While I’ve made some of these travel romances last, some many months or even years, I’ve always known I was meant to be single during these years of vagabonding. Part of me has always understood that my heart belongs to travel and travel first; it is why none of my relationships have lasted in the past. I’m simply not ready to settle, not with one country or one job or one man. I am a wandering soul – and with that so too my feet do wander, and my eyes and my thoughts and my heart. I have chosen this life for myself. I have chosen to be on my own, to fend for myself, to find comfort and solace and joy in my independence. I have chosen this life for myself, and I love this life.
One day, I hope to be madly in love, to meet a man who loves me as much as he loves to travel. For now, however, my eyes are on the horizon and my path is steady and strong. I’m single, but never alone, and never, ever lonely, not in the true sense of the word.
Of course, I do have the whole world to keep me company.
22 comments
Such beautiful and true words. Thank you for sharing this! I love your life!
just lovely.
Hi Brenna!
I loved, loved, loved this post. Your words are just wonderful and beautiful at describing your life of travel and wandering.
I just wanted to say, that I am married to the man of my dreams and we love each other madly. I wouldn’t trade my life with him for ANYTHING in the world. But I miss traveling and a part of me misses being single and not knowing what was going to happen to me next.
So I love your blog and I love living vicariously through you and seeing what you get to see. Your travels keep me company when I am sitting in my cubicle at work. Just wanted you to know. 🙂
I need to try to remember that I have the whole world to keep me company – what a lovely way to describe it!
What a great post!! I have always thought that I won’t settle down until I feel the way about someone that I do about travel. Glad to know I’m not the only one who thinks that way!
every time you write about relationships, love, and/or romance, its just so poetic. I love that. Keep writing girl, its beautiful prose.
I’ve dated wanderers…they’re really hard to be in relationships with. I’m so happy that I finally found someone who likes to travel, but it’s not his life. I’m not saying you can’t find someone who loves both, but that man would be a rare gem! This is why I traveled my butt off for a decade before I got married, because I never wanted to feel like I had compromised myself. Beautiful post!
it’s so true!
I don’t use words like ‘beautiful’ often. But, seriously. This post was a perfectly-timed read. This post reminded me of the things I needed to be reminded of. This post was beautiful.
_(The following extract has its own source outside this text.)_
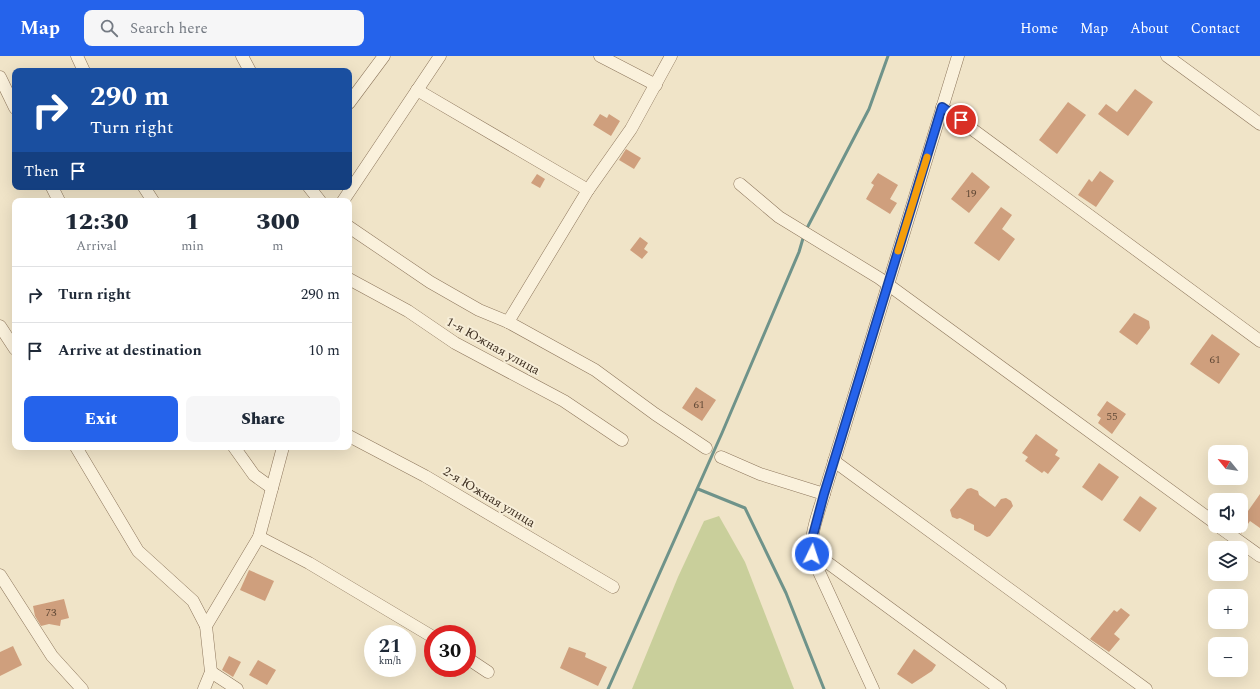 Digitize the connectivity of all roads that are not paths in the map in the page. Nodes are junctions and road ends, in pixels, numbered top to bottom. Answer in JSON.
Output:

Thank you so very much for all of your incredible comments. I am touched by all of your words and I am so happy that some of you could relate! Thank you for always inspiring me to write more, dear readers. xo
You free up that part of me that wants and needs to wander and see the world. I so envy your travels and all that goes with it.. one day I hope to step foot on the place you’ve been to and maybe see you on the road!
-stardust
Stardust – Thank you for your very kind words! If you’re ever in the same part of the world as me, let me know. 🙂
How beautifully and honestly said! I agree completely about being in a relationship with travelling when you are travelling. When I was travelling a few years back I thought that it would be completely unfair of me to be in a relationship with anyone other than myself. I knew that I was going to be selfish and do whatever I wanted and think however I thought necessary and I could never expect someone to to just come along for the ride!
Megan – Thank you so much for your comment! I agree with you, I don’t think it would be fair for me to be in a relationship right now; I am far too independent and selfish at the moment. Maybe one day, but not now.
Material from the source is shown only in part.